**What the task requires**
Scan the entries below for the word "Left", then copy each line that holds it.

(Human keypoint data)
>>>

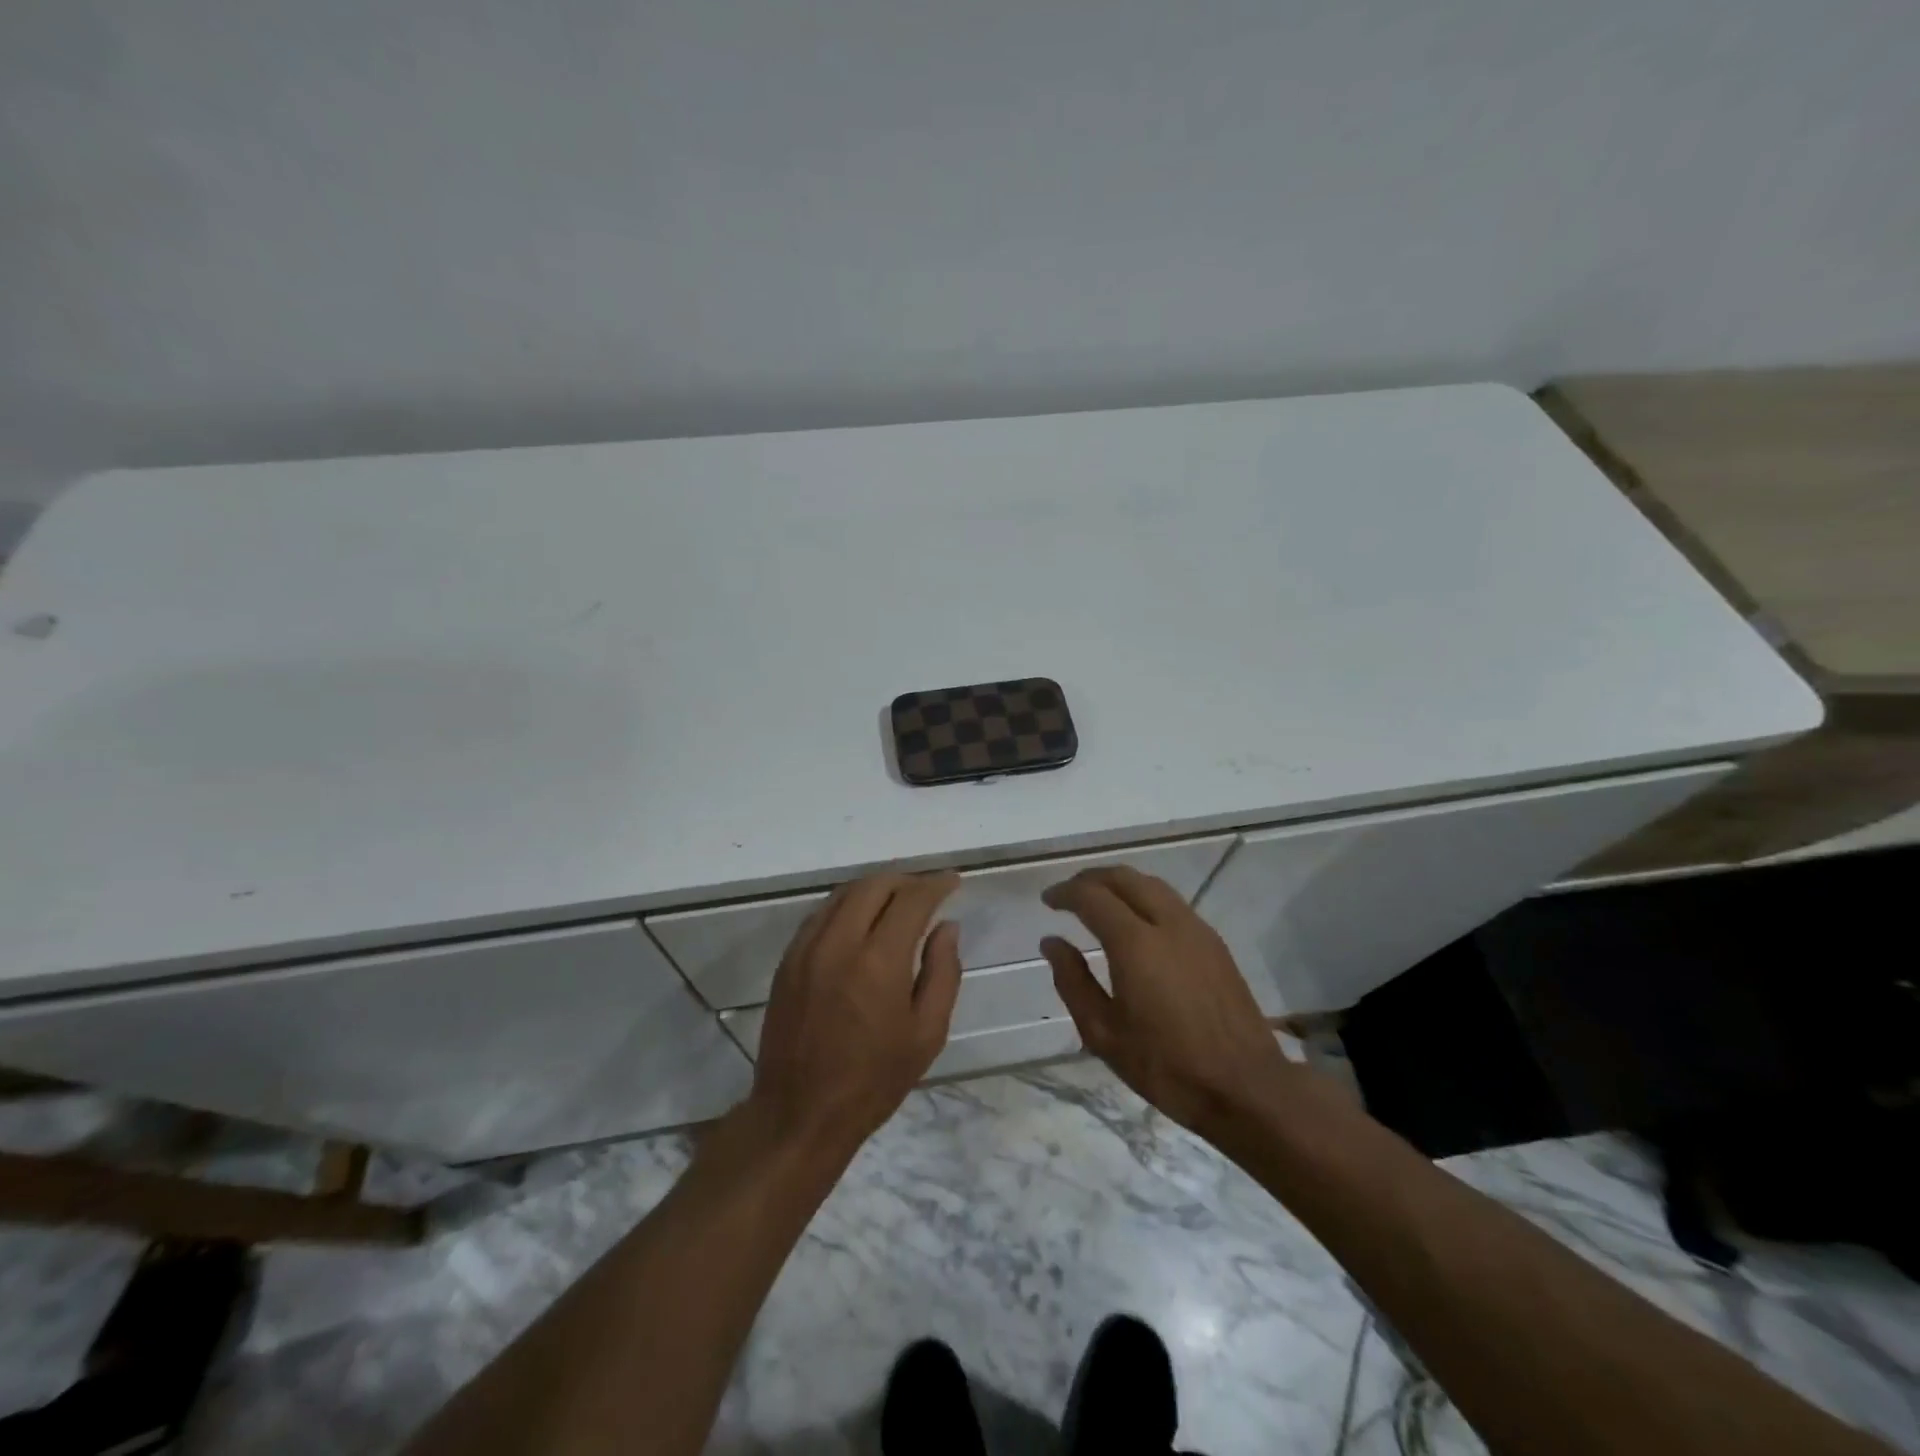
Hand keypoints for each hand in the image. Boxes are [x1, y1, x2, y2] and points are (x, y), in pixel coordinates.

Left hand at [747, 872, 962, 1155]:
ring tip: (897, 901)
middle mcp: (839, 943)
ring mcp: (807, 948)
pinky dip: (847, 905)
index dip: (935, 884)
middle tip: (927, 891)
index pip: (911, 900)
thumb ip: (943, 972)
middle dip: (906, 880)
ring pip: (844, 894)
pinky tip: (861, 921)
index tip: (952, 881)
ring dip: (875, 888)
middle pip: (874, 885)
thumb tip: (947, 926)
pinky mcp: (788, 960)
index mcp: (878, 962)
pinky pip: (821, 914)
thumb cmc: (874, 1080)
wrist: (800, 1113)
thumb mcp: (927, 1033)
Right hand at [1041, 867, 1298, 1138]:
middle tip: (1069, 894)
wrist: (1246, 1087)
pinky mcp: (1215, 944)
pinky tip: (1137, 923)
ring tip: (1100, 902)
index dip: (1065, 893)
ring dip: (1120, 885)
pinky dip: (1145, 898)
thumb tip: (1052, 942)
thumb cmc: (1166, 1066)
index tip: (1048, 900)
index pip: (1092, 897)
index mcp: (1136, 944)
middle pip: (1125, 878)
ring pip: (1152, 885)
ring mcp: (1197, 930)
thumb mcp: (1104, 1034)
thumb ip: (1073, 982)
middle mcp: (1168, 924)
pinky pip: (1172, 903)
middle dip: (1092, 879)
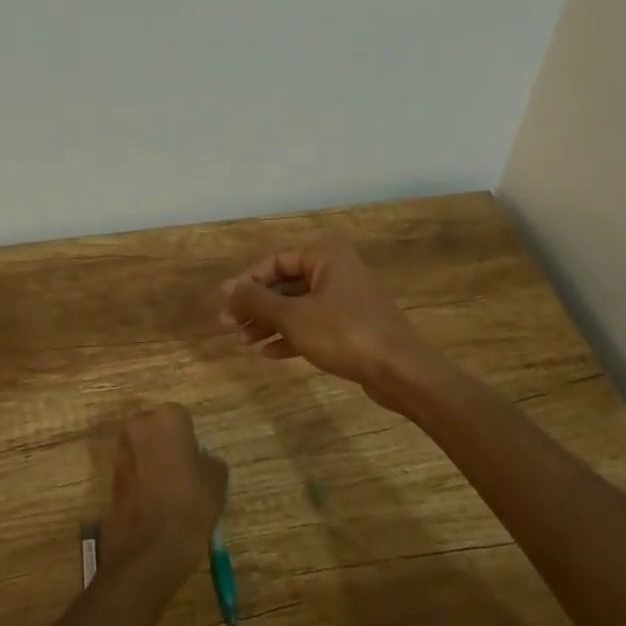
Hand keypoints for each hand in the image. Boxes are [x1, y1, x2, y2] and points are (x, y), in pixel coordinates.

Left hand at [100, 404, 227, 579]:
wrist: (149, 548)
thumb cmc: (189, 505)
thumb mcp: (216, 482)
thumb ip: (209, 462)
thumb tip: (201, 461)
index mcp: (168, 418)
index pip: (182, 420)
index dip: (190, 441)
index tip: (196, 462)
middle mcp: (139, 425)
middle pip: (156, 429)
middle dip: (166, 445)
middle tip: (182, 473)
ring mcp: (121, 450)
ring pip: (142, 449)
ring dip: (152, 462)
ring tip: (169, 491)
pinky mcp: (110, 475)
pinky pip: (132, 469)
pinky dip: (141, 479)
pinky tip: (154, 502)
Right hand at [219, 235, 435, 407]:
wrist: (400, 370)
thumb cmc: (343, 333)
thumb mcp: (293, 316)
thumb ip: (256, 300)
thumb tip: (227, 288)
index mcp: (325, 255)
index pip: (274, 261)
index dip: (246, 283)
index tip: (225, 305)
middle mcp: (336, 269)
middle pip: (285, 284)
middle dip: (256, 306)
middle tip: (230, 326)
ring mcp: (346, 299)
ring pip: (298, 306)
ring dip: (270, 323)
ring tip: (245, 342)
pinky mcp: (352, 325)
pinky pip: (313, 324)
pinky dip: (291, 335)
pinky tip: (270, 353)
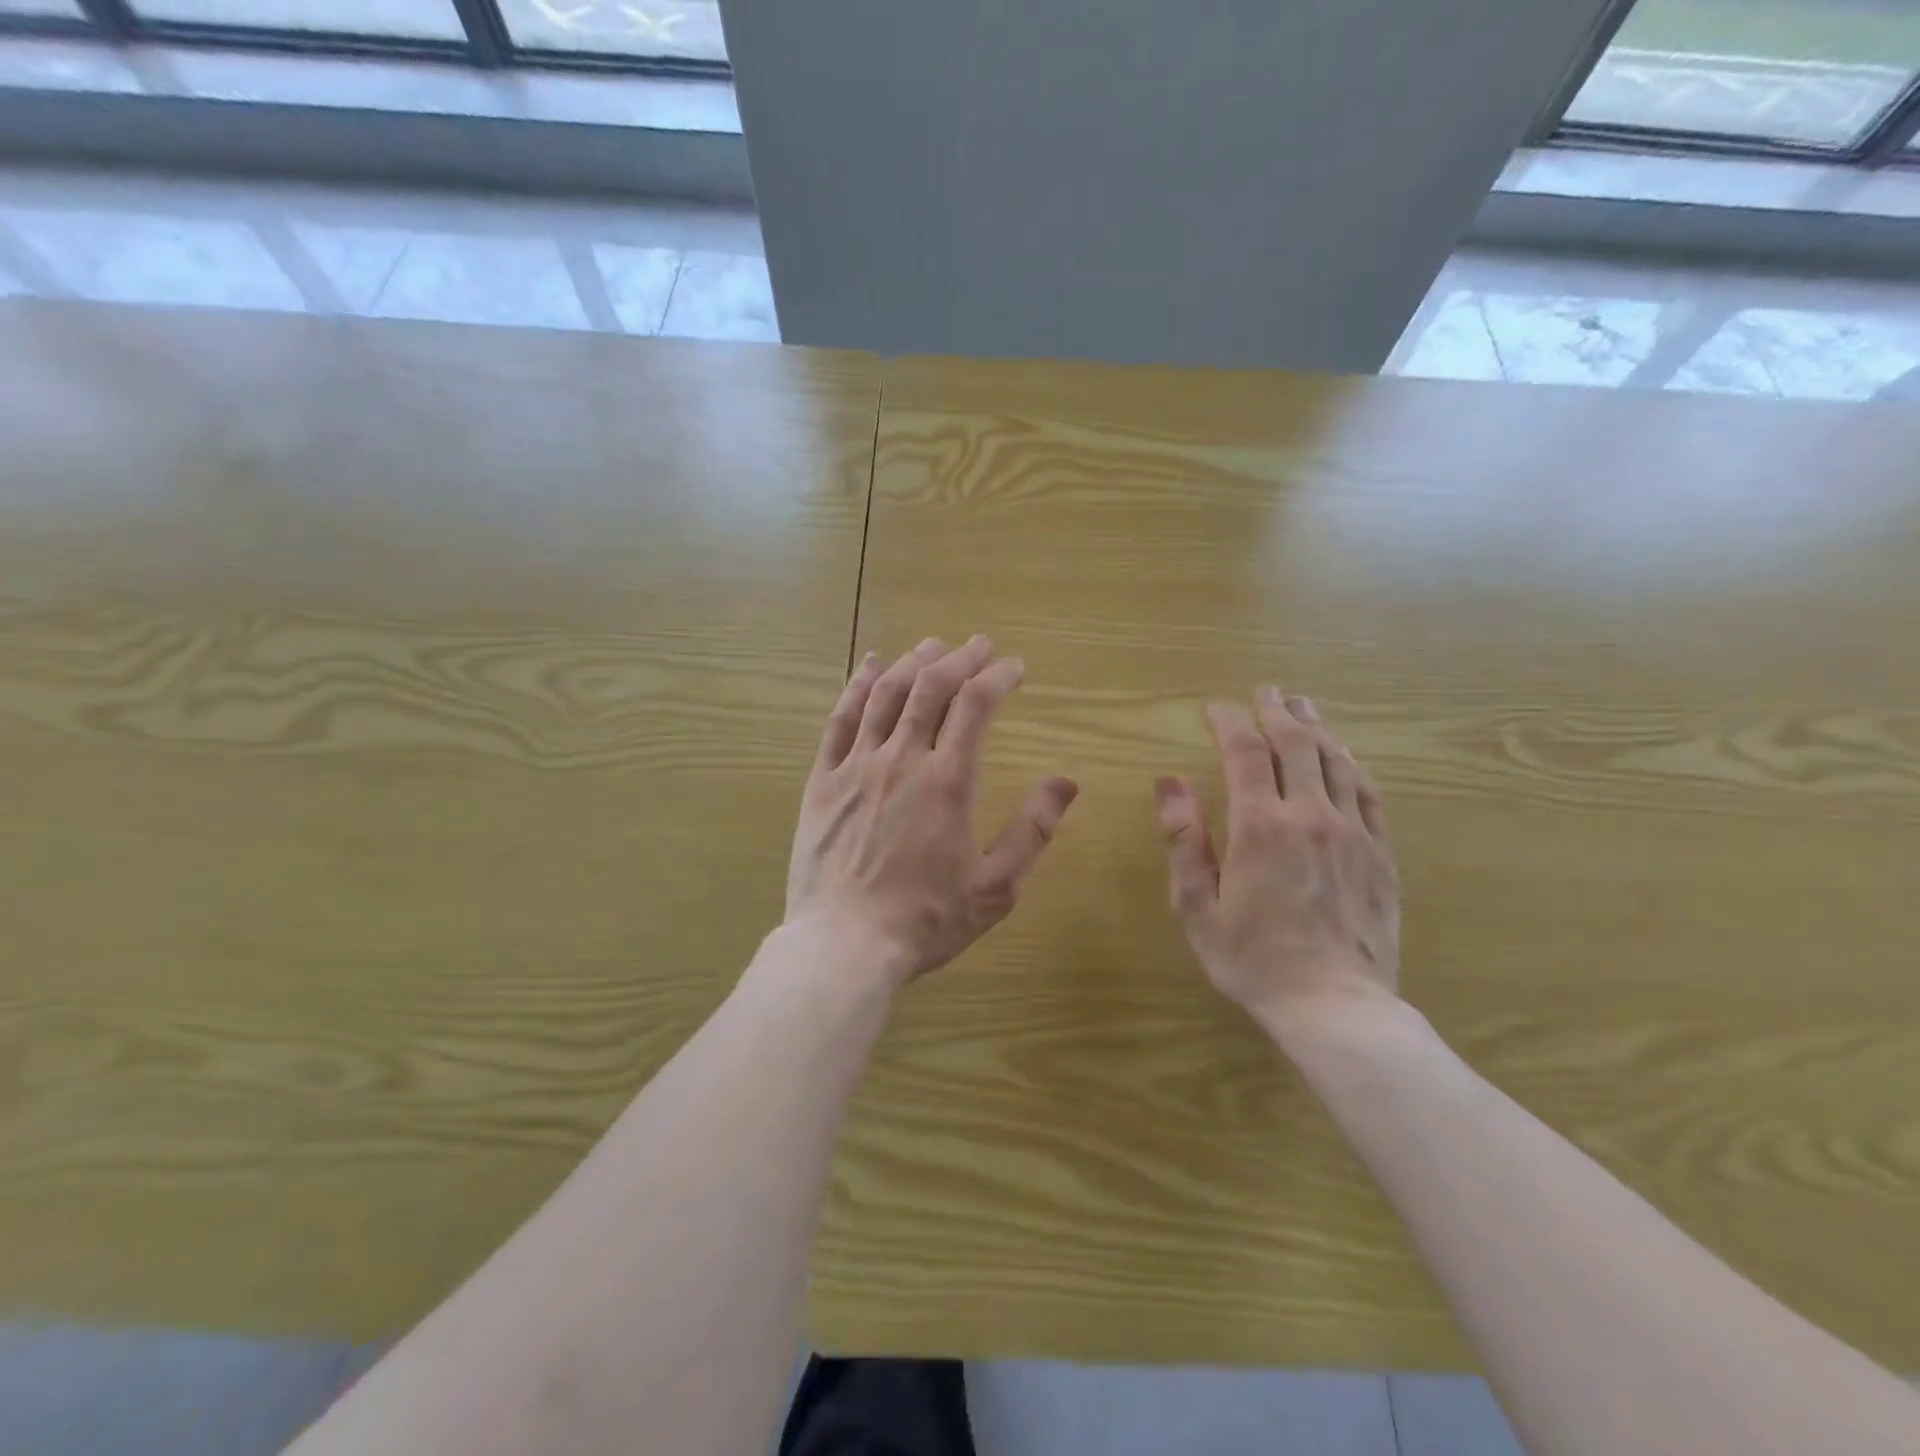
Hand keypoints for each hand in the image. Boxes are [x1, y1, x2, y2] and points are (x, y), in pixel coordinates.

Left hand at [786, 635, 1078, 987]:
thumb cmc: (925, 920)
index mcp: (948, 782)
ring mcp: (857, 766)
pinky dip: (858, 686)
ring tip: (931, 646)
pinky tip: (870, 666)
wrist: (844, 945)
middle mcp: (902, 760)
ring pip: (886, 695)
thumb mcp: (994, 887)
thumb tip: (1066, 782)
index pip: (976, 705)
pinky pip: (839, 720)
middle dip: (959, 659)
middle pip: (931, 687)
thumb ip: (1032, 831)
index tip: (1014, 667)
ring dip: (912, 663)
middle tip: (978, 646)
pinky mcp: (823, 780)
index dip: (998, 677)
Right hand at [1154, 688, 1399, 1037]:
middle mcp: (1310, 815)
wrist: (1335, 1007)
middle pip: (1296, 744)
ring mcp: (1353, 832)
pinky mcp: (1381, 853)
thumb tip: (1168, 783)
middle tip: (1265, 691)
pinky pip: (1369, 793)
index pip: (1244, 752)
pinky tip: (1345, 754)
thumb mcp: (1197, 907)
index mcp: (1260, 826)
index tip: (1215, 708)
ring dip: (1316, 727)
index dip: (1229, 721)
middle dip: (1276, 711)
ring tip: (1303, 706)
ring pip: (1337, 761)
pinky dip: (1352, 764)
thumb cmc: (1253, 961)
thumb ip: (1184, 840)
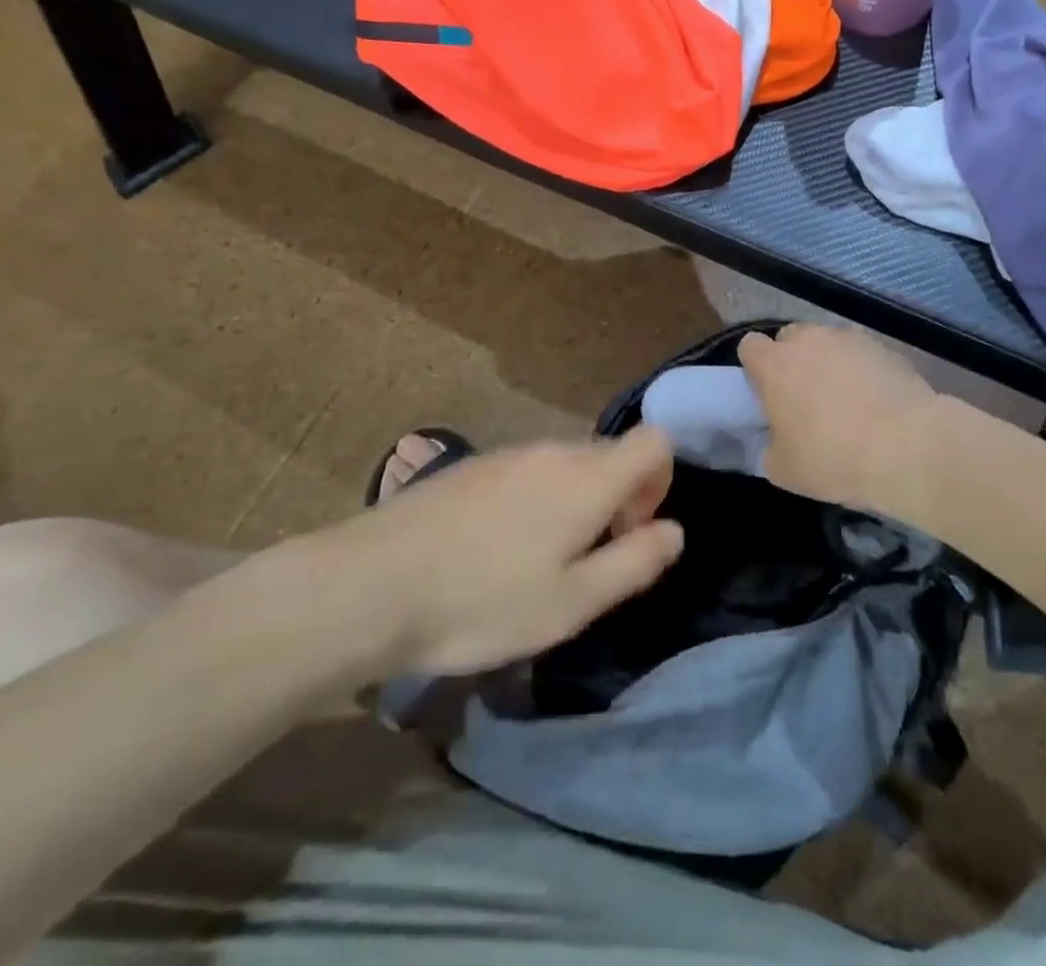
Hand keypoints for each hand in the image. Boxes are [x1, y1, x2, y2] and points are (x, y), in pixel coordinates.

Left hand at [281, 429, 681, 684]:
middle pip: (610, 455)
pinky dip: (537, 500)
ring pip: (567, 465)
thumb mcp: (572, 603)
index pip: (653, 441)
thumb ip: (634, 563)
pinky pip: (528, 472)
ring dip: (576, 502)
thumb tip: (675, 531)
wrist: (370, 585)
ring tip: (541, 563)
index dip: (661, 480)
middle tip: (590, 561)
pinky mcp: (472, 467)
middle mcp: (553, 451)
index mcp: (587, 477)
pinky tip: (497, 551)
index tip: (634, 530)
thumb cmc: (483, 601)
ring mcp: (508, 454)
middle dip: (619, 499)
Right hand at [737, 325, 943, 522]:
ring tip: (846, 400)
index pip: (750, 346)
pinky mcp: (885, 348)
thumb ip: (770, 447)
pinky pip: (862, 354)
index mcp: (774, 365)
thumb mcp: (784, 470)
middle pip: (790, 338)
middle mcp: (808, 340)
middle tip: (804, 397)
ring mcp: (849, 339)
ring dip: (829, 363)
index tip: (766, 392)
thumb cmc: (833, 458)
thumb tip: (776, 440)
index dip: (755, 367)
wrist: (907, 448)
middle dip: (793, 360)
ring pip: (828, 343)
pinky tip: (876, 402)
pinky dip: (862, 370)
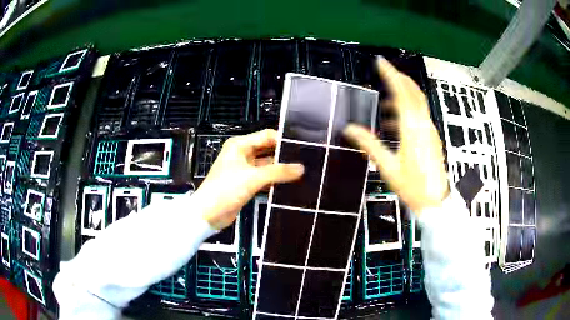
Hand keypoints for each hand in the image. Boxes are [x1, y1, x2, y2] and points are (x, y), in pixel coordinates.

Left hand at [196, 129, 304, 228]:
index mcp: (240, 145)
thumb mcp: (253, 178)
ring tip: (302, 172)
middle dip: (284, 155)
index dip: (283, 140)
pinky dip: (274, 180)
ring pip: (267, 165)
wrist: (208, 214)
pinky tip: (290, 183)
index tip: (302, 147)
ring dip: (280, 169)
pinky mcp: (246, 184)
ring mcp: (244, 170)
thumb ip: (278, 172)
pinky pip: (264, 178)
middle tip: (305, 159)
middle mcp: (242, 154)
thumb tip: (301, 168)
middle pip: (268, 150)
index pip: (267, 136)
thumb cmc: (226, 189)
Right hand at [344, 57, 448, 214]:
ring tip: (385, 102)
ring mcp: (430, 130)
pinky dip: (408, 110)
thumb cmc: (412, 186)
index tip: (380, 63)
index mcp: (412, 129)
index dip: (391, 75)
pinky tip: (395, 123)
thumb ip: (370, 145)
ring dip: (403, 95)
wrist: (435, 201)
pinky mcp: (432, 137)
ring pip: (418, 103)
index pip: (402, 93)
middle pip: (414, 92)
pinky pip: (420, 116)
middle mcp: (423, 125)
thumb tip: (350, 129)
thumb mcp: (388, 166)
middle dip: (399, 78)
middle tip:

<<<

**Your solution**
Left hand at [747, 872, 962, 1155]:
Left hand at [100, 404, 227, 579]:
Left hand at [786, 635, 1078, 987]:
Left hand at [281, 429, 681, 684]:
Left hand at [196, 129, 304, 228]:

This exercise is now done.